One day after shipping 0.8.0, we've pushed search quality further. MentisDB 0.8.1 adds session cohesion scoring, tunes the vector-lexical fusion curve, and tightens BM25's document-frequency filter. The result: LongMemEval R@5 climbs from 65.0% to 67.6%, and our LoCoMo 2-persona benchmark hits 88.7% R@10 — just 0.2% shy of MemPalace's published 88.9% hybrid score.
| Benchmark | Metric | 0.8.0 | 0.8.1 | Δ |
|---|---|---|---|---|
| LoCoMo (2-persona) | R@10 | 87.4% | 88.7% | +1.3% |
| LoCoMo (2-persona) | single-hop | 89.4% | 90.7% | +1.3% |
| LoCoMo (2-persona) | multi-hop | 78.2% | 80.0% | +1.8% |
| LoCoMo (10-persona) | R@10 | — | 74.2% | new |
| LongMemEval | R@5 | 65.0% | 67.6% | +2.6% |
| LongMemEval | R@10 | 70.6% | 73.2% | +2.6% |
The LoCoMo 2-persona baseline was 55.8% R@10 before 0.8.0. Over two releases we've added 32.9 percentage points — all without reindexing, format changes, or cloud dependencies.
Long conversations have a structural property that BM25 and vectors both miss: the evidence for a query often sits in a turn adjacent to the matching turn, sharing no keywords. "I went to an LGBTQ conference two days ago" doesn't contain the words from the query "when did Caroline go to the LGBTQ conference?" — but it sits right next to a turn that does.

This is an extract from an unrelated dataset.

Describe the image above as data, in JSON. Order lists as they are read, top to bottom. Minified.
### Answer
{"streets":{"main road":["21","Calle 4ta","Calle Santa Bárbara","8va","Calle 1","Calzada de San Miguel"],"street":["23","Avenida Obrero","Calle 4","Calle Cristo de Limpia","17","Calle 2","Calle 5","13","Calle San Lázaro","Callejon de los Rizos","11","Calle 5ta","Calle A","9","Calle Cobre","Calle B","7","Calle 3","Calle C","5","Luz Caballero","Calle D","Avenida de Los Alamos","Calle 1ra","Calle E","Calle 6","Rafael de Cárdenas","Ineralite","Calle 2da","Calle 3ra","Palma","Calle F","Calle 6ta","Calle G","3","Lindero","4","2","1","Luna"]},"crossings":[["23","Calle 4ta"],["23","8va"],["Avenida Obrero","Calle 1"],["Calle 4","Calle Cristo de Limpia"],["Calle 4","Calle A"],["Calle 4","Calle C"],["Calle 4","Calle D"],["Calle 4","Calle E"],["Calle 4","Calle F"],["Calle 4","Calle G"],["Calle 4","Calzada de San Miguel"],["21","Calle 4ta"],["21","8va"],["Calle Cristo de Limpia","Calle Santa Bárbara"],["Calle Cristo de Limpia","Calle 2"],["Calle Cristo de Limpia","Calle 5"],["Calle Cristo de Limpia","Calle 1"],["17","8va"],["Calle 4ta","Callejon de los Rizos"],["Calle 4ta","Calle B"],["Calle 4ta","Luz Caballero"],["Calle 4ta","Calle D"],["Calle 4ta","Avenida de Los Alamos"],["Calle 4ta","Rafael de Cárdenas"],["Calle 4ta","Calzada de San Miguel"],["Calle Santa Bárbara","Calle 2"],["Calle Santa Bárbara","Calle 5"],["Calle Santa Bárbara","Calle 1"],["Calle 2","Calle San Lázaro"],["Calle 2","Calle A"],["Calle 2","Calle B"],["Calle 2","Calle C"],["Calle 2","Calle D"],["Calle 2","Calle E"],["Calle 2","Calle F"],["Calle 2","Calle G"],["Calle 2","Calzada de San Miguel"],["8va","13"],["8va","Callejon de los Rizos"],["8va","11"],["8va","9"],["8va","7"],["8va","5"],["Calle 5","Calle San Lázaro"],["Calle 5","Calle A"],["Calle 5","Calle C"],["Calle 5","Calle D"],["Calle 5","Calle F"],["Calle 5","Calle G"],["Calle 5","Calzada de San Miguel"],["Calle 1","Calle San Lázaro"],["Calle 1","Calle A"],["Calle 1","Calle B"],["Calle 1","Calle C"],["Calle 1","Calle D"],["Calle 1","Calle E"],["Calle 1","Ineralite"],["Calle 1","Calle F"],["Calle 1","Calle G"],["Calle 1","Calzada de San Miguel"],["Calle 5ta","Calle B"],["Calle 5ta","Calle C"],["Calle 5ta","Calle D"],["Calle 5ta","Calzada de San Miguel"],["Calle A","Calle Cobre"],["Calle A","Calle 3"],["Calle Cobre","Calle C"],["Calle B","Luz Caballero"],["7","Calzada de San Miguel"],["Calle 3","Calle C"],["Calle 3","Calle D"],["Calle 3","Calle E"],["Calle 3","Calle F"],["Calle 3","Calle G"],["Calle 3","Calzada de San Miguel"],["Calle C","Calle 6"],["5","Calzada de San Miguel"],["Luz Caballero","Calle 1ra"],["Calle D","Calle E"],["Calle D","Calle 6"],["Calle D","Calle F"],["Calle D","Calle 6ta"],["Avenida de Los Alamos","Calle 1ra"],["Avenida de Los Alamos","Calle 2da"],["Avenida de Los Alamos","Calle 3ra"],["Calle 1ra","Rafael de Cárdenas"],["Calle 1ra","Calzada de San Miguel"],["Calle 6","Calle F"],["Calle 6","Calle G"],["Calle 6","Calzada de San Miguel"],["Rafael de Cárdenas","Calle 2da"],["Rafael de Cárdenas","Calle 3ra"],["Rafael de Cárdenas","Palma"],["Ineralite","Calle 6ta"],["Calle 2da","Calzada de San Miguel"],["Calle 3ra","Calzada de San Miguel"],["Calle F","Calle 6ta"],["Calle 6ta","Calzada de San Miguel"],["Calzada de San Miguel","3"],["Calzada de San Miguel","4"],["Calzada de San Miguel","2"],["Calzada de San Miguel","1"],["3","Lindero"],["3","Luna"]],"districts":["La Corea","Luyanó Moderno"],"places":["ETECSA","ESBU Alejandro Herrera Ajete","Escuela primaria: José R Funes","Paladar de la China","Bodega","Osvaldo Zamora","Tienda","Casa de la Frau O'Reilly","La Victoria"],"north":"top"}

Session cohesion detects high-scoring lexical hits (score ≥ 3.0) and boosts thoughts within ±8 positions in the append-order index. The boost is linear — 0.8 at distance 1, decaying to zero at the radius boundary. Thoughts that already have strong lexical scores (≥ 5.0) are excluded from the boost to avoid double-counting.
The effect is most visible on multi-hop queries where evidence spans adjacent turns: LoCoMo multi-hop improved from 74.5% to 80.0% R@10 in early testing (later tuning settled at 80.0% with all changes combined).

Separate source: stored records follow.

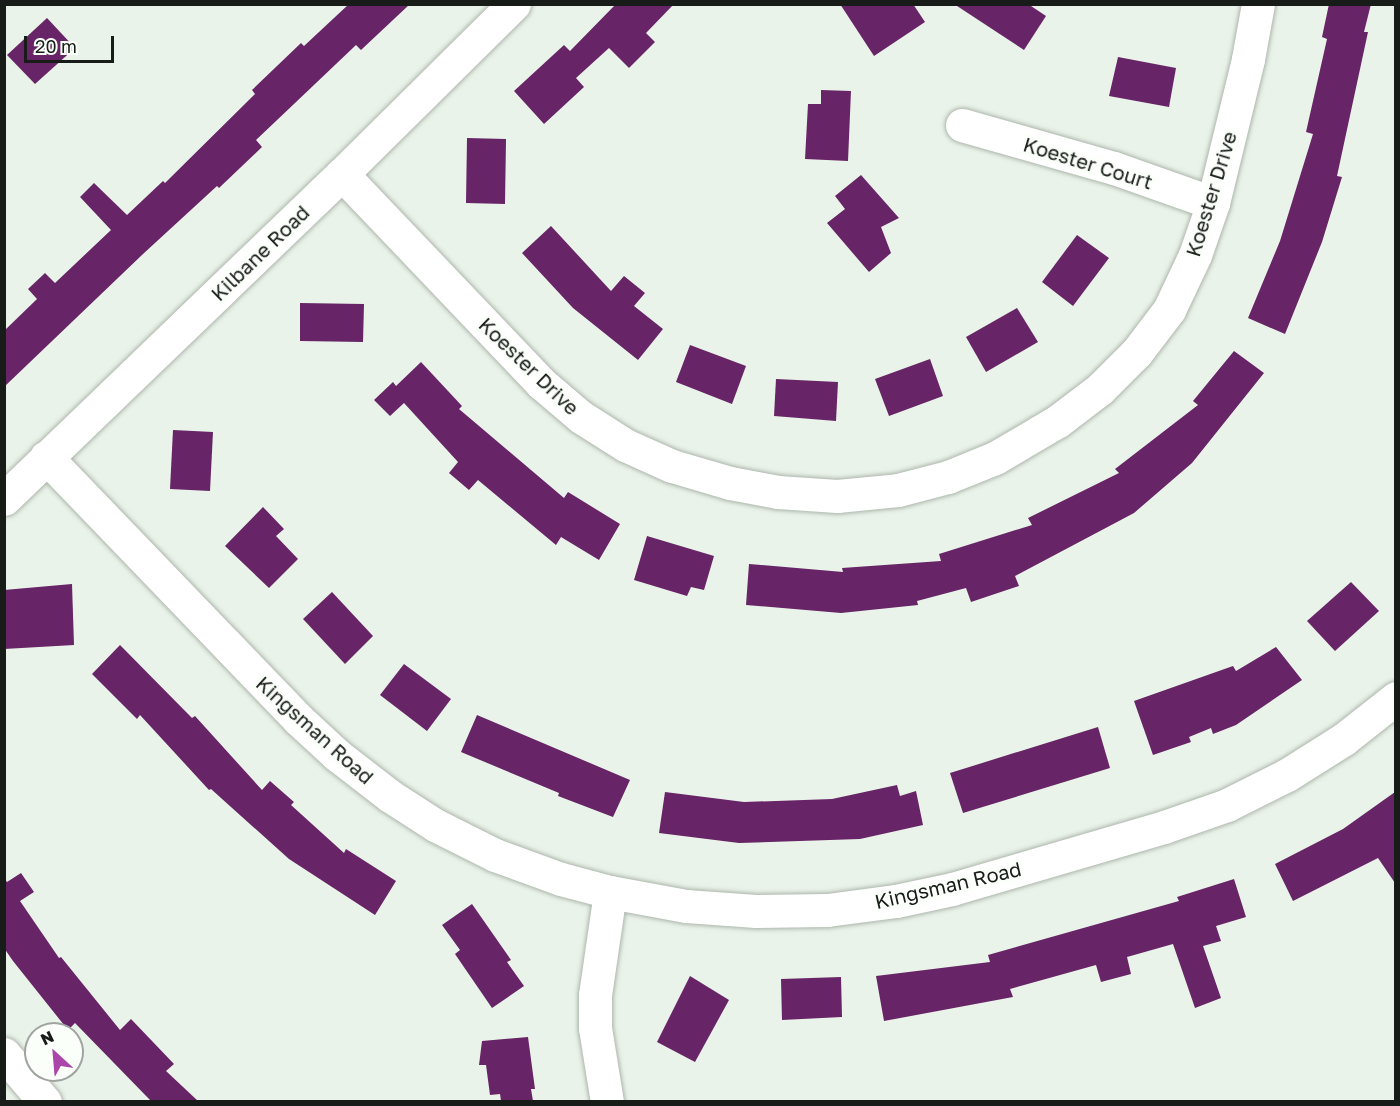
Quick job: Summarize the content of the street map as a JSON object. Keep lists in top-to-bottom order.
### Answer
{
  "streets": {
    "street": [
      "Koester Court",
      "Koester Drive",
      "Kilbane Road",
      "Kingsman Road"
    ]
  },
  "crossings": [
    ["Koester Court", "Koester Drive"],
    ["Koester Drive", "Kilbane Road"],
    ["Kilbane Road", "Kingsman Road"]
  ],
  "scale_bar": "20 m",
  "north": "top left"
}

0.8.0 replaced flat vector addition with a tiered boost — 60× for no-lexical, 20× for weak, additive for strong. That worked, but the step function between tiers created discontinuities. A thought with BM25 score 0.99 got a very different vector treatment than one with score 1.01.

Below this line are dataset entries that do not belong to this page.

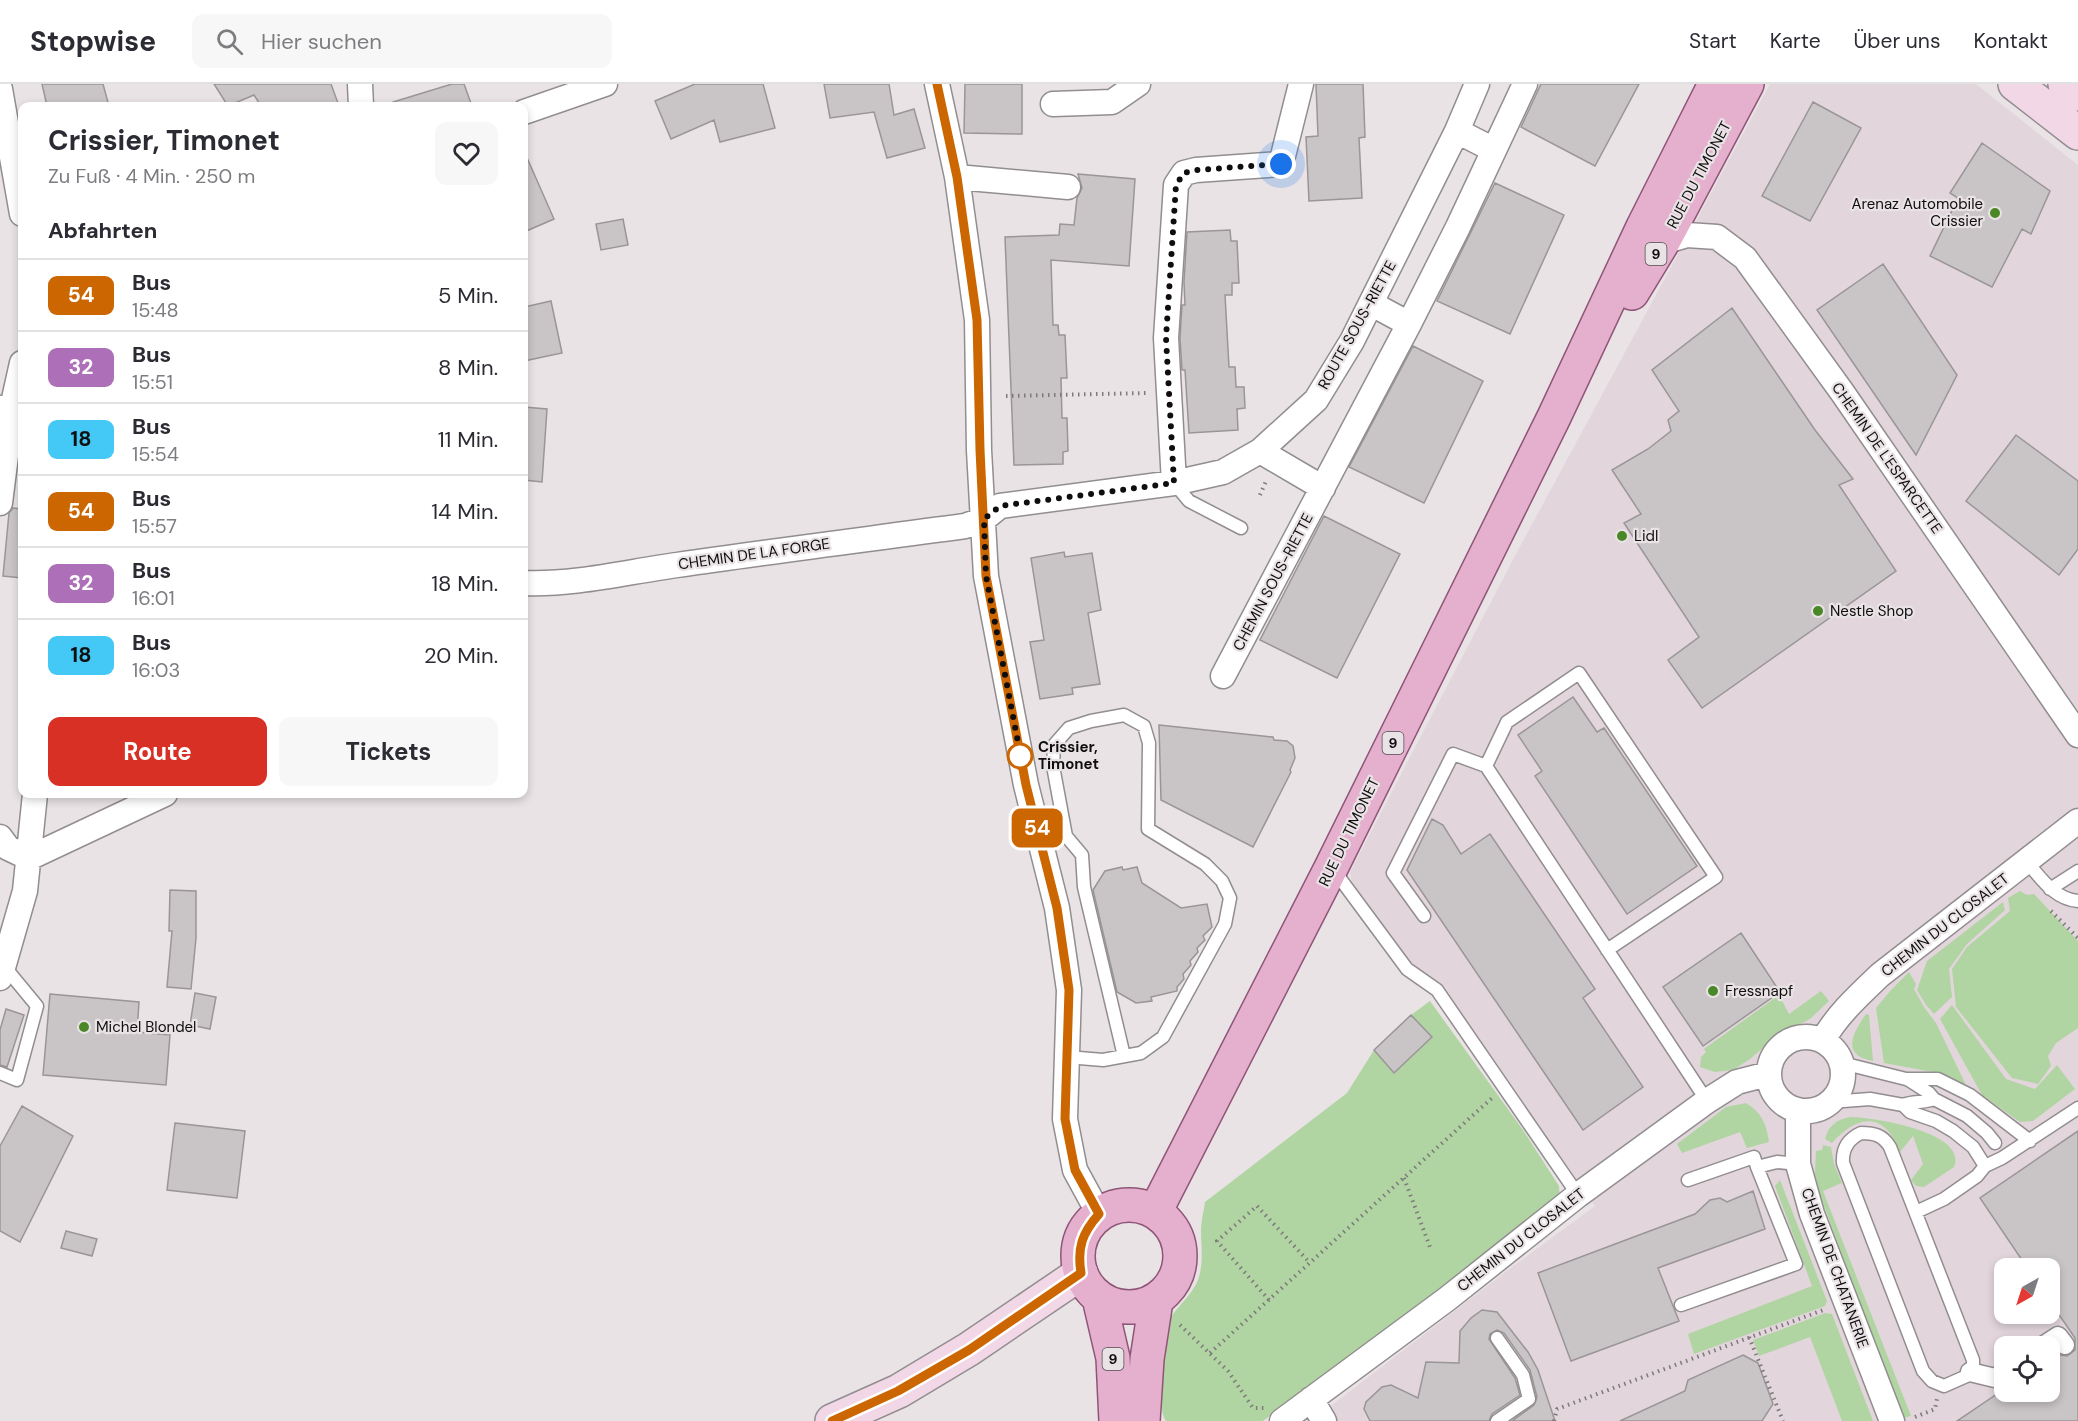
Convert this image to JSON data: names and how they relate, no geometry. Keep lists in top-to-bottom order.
{
  "streets": {
    "main road": ["RUE DU TIMONET", "9"],
    "street": [
      "ROUTE SOUS-RIETTE",
      "CHEMIN DE L'ESPARCETTE",
      "CHEMIN DE LA FORGE",
      "CHEMIN SOUS-RIETTE",
      "CHEMIN DU CLOSALET",
      "CHEMIN DE CHATANERIE"
    ]
  },
  "crossings": [
    ["RUE DU TIMONET", "9"],
    ["RUE DU TIMONET", "CHEMIN DE L'ESPARCETTE"],
    ["ROUTE SOUS-RIETTE", "CHEMIN DE LA FORGE"],
    ["CHEMIN DU CLOSALET", "CHEMIN DE CHATANERIE"]
  ],
  "places": [
    "Arenaz Automobile Crissier",
    "Lidl",
    "Nestle Shop",
    "Crissier, Timonet",
    "Fressnapf",
    "Michel Blondel"
  ],
  "lines": ["bus line 54"],
  "north": "bottom left",
  "page": {
    "header": "Stopwise",
    "search": "Hier suchen",
    "nav": [
      "Start",
      "Karte",
      "Über uns",
      "Kontakt"
    ],
    "on_map": "54",
    "heading": [
      ["Crissier, Timonet", "Zu Fuß · 4 Min. · 250 m"],
      "Abfahrten"
    ],
    "list": [
      {
        "mark": "54",
        "name": "Bus",
        "note": "15:48",
        "value": "5 Min."
      },
      {
        "mark": "32",
        "name": "Bus",
        "note": "15:51",
        "value": "8 Min."
      },
      {
        "mark": "18",
        "name": "Bus",
        "note": "15:54",
        "value": "11 Min."
      },
      {
        "mark": "54",
        "name": "Bus",
        "note": "15:57",
        "value": "14 Min."
      },
      {
        "mark": "32",
        "name": "Bus",
        "note": "16:01",
        "value": "18 Min."
      },
      {
        "mark": "18",
        "name": "Bus",
        "note": "16:03",
        "value": "20 Min."
      }
    ],
    "buttons": ["Route", "Tickets"]
  }
}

0.8.1 replaces the step function with a smooth exponential decay:
vector_contribution = vector × (1 + BOOST × exp(-lexical / DECAY_RATE))
With BOOST=35 and DECAY_RATE=3.0, a pure-semantic match
gets ~36× amplification. By the time lexical reaches 3.0, the extra boost has decayed
to ~12×. At lexical 6.0, it's ~2× — vector is additive, not dominant. This gives
every lexical level the right amount of vector assistance without discontinuities.
The decay rate was the most impactful parameter. Going from 2.0 to 3.0 alone added +1.0% to LoCoMo R@10 — faster decay means vector stops interfering sooner with moderate-lexical results that are already close to correct.
BM25 assigns high IDF (inverse document frequency) to rare terms and low IDF to common ones. But in conversational data, entity names like "Caroline" or "Melanie" appear in 30–50% of turns — not rare enough to filter under 0.8.0's 50% cutoff, but common enough to contribute noise. A query like "what did Caroline research?" would match every turn mentioning Caroline with nearly equal BM25 weight, burying the one that actually discusses her research.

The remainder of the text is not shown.